---------- Supplied data ----------
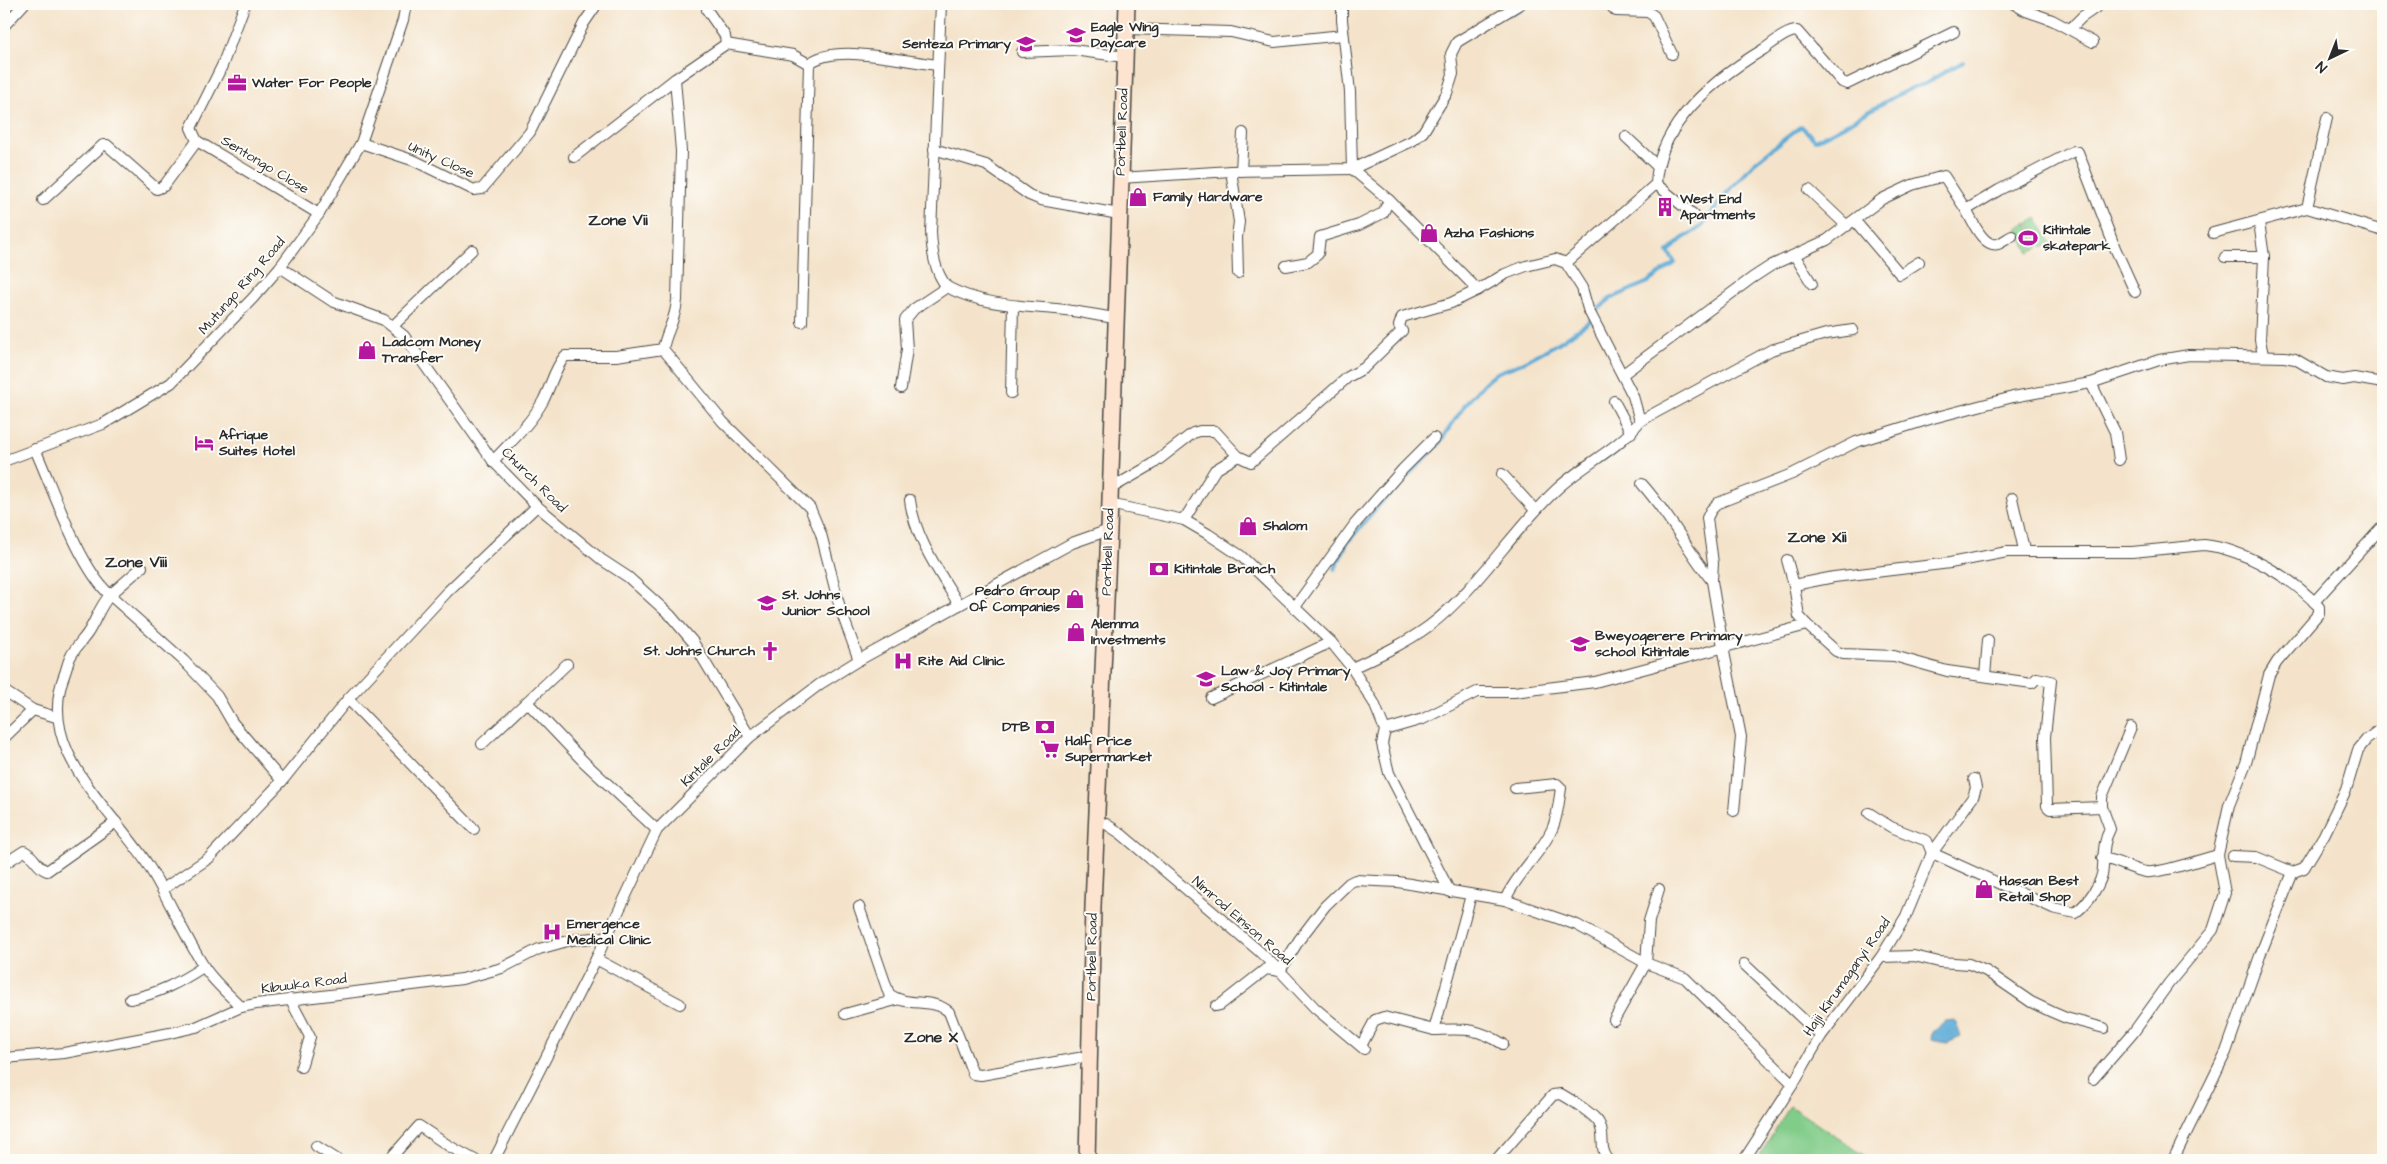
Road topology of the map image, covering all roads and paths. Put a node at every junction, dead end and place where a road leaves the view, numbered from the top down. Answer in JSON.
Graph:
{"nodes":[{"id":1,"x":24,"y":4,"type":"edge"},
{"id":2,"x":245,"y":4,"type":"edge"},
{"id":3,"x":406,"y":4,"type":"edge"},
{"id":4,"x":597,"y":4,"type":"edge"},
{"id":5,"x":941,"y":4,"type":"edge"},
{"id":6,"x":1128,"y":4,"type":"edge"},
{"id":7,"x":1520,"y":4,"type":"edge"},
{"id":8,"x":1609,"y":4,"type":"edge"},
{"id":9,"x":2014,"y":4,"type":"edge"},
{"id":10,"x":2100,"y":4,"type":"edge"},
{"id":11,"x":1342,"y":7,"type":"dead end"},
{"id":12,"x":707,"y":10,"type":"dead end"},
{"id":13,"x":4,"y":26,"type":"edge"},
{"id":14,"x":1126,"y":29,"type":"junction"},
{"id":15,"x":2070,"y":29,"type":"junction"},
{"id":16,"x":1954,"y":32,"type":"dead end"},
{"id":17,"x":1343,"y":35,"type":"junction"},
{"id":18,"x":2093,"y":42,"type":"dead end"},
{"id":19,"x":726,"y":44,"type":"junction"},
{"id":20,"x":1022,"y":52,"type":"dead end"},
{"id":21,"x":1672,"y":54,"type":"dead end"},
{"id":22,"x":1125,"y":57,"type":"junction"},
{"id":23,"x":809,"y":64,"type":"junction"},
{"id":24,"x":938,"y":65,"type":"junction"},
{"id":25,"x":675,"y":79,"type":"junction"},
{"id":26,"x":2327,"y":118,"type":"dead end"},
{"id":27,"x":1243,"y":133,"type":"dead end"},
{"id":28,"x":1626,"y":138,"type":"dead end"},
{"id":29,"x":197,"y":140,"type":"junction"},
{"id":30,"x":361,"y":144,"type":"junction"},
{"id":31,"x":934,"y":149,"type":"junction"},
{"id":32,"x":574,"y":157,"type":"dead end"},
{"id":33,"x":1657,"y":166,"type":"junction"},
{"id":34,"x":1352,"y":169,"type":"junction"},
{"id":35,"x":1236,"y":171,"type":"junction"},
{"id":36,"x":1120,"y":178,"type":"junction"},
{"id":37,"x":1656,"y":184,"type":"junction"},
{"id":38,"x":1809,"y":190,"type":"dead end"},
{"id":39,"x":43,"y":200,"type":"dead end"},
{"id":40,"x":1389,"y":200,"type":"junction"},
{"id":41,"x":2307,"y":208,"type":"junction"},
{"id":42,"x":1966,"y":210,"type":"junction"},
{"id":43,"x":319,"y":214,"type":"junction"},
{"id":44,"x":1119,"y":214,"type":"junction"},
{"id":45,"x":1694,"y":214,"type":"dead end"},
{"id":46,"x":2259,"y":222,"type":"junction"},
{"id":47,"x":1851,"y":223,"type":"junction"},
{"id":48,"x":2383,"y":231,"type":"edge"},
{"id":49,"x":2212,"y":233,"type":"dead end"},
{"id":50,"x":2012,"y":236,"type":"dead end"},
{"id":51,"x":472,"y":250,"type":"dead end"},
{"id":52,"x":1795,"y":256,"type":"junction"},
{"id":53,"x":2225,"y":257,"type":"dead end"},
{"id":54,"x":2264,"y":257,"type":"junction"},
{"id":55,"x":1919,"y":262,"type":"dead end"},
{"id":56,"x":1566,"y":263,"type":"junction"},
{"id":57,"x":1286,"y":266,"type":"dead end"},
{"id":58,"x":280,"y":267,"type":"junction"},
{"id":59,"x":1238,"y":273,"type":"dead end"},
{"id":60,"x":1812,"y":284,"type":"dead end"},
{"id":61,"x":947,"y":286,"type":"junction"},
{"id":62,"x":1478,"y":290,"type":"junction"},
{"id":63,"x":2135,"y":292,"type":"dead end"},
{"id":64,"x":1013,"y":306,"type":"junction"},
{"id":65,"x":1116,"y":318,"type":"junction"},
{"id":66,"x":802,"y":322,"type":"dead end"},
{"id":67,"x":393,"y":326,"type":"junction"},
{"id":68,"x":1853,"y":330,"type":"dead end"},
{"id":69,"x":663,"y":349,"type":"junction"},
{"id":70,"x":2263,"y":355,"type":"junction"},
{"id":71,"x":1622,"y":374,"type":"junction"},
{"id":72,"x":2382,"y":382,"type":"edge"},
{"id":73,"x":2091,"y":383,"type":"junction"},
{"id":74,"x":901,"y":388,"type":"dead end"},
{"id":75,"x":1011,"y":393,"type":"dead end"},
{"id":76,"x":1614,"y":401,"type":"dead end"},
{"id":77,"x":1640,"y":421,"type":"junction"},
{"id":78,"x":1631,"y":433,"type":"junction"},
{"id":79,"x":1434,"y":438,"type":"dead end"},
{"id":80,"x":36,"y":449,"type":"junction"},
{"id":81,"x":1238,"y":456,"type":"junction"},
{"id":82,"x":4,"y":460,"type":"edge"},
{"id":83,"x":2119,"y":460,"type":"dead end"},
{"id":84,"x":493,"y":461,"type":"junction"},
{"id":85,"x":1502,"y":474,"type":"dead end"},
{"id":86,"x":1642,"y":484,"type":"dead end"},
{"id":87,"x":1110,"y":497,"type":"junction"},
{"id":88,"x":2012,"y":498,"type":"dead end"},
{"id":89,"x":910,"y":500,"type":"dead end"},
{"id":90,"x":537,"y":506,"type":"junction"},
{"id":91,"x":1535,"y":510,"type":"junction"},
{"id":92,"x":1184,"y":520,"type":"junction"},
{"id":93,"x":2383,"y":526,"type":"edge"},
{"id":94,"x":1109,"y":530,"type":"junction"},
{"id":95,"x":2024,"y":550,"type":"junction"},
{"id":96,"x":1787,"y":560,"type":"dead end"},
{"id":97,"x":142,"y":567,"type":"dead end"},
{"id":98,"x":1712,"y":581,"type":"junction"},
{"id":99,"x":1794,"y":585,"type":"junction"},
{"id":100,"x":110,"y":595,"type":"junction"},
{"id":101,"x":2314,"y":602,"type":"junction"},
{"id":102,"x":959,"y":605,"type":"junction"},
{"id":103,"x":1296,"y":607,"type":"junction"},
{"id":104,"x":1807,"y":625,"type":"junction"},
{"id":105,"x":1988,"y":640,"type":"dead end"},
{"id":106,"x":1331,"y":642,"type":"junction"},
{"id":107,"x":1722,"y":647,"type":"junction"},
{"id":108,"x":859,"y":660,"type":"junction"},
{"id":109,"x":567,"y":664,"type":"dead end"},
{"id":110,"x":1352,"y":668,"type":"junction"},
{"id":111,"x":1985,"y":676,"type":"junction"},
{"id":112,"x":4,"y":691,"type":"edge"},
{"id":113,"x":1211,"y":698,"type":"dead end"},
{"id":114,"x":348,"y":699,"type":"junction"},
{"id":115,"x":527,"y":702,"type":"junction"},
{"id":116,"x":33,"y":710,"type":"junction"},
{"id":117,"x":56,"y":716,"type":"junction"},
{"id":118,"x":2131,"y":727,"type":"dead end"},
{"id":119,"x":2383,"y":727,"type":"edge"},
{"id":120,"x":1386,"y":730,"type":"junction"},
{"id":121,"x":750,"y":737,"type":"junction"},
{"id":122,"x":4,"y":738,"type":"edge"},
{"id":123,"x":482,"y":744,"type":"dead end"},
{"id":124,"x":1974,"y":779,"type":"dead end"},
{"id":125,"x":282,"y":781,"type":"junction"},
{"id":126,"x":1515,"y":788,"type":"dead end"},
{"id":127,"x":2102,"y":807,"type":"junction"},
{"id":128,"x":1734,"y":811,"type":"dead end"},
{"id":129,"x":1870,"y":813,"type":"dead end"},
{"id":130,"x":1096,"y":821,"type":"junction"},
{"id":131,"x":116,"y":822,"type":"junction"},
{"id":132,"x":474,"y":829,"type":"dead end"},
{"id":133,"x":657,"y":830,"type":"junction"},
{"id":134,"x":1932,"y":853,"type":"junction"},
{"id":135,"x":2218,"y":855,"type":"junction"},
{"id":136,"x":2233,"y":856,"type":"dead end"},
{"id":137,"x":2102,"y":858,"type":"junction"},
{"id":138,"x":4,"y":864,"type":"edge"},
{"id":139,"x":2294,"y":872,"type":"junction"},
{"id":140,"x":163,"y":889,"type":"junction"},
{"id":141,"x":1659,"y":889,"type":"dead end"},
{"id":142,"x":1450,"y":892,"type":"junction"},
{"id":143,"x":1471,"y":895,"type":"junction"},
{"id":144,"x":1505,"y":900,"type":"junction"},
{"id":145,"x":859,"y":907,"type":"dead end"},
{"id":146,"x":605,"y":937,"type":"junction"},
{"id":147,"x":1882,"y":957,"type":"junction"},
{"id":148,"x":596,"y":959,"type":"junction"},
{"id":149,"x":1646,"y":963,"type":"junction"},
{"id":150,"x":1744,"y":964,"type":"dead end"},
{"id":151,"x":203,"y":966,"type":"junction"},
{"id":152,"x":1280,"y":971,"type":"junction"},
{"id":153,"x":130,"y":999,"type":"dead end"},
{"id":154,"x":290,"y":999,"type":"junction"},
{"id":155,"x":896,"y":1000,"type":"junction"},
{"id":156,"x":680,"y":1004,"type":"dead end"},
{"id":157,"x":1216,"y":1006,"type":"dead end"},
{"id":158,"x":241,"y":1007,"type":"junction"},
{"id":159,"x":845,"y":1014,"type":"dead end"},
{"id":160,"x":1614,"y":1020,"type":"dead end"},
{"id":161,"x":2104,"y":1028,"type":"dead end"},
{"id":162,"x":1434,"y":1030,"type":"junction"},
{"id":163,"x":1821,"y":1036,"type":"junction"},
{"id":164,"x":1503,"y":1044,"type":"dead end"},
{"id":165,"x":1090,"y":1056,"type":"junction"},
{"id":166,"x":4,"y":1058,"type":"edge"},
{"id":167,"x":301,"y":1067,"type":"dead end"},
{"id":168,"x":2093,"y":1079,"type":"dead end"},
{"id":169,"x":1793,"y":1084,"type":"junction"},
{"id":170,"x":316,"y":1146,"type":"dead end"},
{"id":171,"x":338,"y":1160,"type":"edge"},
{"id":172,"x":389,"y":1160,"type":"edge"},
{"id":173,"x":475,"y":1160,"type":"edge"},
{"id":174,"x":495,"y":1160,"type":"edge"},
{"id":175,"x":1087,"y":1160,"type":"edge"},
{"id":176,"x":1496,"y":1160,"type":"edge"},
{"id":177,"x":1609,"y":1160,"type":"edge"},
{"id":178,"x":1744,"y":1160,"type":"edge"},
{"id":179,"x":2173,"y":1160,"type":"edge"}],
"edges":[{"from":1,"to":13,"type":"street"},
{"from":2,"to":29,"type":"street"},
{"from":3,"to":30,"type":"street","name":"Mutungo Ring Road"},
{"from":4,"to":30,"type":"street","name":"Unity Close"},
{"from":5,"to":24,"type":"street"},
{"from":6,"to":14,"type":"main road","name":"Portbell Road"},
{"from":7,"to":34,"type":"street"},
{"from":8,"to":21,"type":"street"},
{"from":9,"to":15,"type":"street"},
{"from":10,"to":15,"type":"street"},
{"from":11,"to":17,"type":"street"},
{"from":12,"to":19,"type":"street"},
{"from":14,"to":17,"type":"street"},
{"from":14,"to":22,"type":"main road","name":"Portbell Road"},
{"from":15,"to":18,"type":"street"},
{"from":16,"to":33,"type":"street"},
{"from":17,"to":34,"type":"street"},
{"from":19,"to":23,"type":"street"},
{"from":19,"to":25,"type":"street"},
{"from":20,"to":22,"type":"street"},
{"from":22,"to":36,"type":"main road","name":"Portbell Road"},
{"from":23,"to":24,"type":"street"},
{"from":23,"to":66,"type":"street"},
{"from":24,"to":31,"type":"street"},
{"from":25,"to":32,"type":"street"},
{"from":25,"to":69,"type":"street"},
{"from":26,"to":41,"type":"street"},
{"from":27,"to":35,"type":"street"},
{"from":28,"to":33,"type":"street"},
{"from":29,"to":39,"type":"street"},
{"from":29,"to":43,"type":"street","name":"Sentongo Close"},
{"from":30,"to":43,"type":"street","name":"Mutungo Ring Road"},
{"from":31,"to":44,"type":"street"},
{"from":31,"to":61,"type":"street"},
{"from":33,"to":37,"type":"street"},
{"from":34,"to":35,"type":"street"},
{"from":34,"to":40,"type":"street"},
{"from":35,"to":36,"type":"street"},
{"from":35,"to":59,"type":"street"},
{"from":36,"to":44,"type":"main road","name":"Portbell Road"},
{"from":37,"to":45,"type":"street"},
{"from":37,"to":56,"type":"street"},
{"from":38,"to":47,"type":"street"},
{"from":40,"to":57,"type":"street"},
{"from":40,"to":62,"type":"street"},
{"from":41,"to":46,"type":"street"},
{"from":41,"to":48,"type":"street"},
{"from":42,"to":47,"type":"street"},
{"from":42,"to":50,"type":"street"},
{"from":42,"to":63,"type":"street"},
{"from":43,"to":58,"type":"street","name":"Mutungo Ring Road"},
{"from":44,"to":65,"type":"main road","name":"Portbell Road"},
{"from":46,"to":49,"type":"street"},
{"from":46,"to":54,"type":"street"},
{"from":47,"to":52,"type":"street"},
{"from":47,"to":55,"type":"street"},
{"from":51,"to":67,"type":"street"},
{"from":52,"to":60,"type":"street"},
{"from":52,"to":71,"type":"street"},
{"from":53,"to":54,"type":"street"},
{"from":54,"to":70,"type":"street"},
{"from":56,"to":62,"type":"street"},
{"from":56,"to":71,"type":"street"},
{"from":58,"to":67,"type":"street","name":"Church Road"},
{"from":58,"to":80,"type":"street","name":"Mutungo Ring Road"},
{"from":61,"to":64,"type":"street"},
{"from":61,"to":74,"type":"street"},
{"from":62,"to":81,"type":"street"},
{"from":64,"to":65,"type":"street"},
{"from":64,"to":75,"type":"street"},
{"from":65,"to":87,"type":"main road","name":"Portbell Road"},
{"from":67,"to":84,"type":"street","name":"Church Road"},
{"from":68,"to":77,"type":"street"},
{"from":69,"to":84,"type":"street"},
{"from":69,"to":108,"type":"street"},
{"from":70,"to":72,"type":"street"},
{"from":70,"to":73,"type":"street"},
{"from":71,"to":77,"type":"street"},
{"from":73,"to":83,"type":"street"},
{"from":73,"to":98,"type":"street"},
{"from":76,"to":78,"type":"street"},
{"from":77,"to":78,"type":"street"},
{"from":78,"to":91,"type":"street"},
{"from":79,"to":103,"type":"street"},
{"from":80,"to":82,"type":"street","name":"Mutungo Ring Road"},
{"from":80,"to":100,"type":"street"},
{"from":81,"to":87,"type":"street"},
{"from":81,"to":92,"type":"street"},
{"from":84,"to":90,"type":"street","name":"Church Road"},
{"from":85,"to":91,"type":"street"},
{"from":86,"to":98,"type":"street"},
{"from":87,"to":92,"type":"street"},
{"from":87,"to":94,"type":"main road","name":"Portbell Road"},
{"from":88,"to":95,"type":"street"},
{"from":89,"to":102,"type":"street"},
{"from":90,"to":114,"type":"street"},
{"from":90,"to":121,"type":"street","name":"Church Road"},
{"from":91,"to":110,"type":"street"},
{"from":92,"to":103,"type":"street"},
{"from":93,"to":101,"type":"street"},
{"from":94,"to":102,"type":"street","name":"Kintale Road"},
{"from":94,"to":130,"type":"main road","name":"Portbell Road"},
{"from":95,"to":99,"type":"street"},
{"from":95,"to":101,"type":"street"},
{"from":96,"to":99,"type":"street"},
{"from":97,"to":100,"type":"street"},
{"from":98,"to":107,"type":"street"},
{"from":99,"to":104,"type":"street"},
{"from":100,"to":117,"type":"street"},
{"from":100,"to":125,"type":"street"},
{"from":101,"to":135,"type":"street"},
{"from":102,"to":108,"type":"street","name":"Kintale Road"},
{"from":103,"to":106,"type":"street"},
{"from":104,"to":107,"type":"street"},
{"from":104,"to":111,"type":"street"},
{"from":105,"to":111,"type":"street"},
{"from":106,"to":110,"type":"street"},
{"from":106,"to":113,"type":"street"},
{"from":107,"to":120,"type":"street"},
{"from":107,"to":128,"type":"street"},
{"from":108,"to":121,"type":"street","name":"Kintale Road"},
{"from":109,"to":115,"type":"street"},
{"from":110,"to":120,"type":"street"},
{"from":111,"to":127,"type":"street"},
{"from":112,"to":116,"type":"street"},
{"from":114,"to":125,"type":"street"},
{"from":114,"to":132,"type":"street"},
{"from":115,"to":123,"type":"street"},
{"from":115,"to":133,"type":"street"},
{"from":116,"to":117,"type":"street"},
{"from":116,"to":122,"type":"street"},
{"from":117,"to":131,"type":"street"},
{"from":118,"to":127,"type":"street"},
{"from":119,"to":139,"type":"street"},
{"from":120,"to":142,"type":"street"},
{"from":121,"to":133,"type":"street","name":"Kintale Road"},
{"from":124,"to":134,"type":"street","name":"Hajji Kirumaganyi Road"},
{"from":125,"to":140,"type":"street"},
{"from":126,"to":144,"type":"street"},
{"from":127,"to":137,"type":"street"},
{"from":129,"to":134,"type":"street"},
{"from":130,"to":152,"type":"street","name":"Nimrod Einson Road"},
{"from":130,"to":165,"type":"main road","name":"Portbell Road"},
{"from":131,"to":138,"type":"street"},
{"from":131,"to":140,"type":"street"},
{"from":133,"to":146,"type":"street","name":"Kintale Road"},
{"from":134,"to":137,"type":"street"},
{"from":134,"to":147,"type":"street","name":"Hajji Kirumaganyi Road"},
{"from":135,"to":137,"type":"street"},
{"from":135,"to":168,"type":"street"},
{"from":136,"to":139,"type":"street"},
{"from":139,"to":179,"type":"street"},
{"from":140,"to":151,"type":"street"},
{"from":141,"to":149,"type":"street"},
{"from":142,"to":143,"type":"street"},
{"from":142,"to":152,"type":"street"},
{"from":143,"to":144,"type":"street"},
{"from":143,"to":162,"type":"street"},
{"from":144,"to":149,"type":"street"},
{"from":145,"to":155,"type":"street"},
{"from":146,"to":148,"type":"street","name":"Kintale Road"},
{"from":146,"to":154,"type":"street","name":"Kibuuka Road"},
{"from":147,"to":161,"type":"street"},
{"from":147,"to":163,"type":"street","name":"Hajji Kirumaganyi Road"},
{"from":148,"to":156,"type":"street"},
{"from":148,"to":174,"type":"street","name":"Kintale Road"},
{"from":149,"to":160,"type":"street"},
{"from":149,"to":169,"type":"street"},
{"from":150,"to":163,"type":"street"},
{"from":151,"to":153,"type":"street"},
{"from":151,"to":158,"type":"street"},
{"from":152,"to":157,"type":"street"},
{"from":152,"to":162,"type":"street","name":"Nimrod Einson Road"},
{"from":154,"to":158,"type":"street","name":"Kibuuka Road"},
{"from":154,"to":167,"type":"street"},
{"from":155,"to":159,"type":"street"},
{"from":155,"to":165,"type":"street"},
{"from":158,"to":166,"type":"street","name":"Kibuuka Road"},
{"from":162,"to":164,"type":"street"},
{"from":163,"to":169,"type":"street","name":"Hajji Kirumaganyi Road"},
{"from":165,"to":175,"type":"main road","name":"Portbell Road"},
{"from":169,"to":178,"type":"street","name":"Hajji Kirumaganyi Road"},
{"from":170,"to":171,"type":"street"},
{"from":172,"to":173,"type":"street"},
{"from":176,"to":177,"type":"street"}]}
----------
State how many lines in the entries hold the word "Kirumaganyi", giving the number alone.

5